Saved entries:
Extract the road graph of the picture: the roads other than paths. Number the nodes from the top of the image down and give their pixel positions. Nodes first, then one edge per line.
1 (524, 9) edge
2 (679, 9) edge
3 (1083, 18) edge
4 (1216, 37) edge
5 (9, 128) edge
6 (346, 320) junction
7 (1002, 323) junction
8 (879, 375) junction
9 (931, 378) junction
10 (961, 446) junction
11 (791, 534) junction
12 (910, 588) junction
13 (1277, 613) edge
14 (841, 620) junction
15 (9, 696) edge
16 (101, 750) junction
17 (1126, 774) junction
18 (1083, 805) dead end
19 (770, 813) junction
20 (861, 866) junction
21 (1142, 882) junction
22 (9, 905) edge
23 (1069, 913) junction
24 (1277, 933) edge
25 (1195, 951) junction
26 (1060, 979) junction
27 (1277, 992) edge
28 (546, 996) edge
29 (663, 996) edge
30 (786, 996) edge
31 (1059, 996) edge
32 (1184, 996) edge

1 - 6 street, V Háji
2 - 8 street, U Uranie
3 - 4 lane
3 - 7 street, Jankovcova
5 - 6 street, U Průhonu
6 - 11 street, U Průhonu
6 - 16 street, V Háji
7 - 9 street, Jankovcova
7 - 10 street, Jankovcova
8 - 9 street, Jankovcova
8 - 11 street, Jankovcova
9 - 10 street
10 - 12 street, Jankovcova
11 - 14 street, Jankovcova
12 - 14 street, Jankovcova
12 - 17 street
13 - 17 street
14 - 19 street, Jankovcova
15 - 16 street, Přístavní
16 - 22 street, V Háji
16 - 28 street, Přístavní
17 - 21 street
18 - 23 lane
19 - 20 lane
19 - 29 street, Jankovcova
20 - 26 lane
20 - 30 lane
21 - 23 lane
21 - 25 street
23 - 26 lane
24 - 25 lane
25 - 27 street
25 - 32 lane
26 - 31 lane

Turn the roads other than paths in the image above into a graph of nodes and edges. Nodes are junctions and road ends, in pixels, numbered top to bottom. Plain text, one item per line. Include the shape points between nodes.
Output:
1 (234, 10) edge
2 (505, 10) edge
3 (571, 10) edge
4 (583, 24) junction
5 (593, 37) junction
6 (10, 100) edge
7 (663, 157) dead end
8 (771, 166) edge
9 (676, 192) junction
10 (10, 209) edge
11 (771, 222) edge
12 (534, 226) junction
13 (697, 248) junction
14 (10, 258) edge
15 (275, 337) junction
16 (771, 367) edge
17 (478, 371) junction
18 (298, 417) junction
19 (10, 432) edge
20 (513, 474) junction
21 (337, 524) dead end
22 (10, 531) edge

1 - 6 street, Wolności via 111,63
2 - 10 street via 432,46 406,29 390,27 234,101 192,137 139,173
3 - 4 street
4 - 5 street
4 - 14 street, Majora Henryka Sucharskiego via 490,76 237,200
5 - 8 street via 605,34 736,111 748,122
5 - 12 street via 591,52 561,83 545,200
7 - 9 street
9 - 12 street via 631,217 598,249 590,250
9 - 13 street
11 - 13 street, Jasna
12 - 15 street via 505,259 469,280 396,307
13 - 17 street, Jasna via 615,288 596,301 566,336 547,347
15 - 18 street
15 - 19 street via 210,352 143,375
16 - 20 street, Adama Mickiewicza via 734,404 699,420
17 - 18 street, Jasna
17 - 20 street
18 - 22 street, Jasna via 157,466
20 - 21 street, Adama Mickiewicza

Your instructions:
Repeat word for word from the line holding "Turn the roads" down to the last line above, including both.

Response below:
Turn the roads other than paths in the image above into a graph of nodes and edges. Nodes are junctions and road ends, in pixels, numbered top to bottom. Plain text, one item per line. Include the shape points between nodes.
Output:
1 (234, 10) edge
2 (505, 10) edge
3 (571, 10) edge
4 (583, 24) junction
5 (593, 37) junction
6 (10, 100) edge
7 (663, 157) dead end
8 (771, 166) edge
9 (676, 192) junction
10 (10, 209) edge
11 (771, 222) edge
12 (534, 226) junction
13 (697, 248) junction
14 (10, 258) edge
15 (275, 337) junction
16 (771, 367) edge
17 (478, 371) junction
18 (298, 417) junction
19 (10, 432) edge
20 (513, 474) junction
21 (337, 524) dead end
22 (10, 531) edge

1 - 6 street, Wolności via 111,63
2 - 10 street via 432,46 406,29 390,27 234,101 192,137 139,173
3 - 4 street
4 - 5 street
4 - 14 street, Majora Henryka Sucharskiego via 490,76 237,200
5 - 8 street via 605,34 736,111 748,122
5 - 12 street via 591,52 561,83 545,200
7 - 9 street
9 - 12 street via 631,217 598,249 590,250
9 - 13 street
11 - 13 street, Jasna
12 - 15 street via 505,259 469,280 396,307
13 - 17 street, Jasna via 615,288 596,301 566,336 547,347
15 - 18 street
15 - 19 street via 210,352 143,375
16 - 20 street, Adama Mickiewicza via 734,404 699,420
17 - 18 street, Jasna
17 - 20 street
18 - 22 street, Jasna via 157,466
20 - 21 street, Adama Mickiewicza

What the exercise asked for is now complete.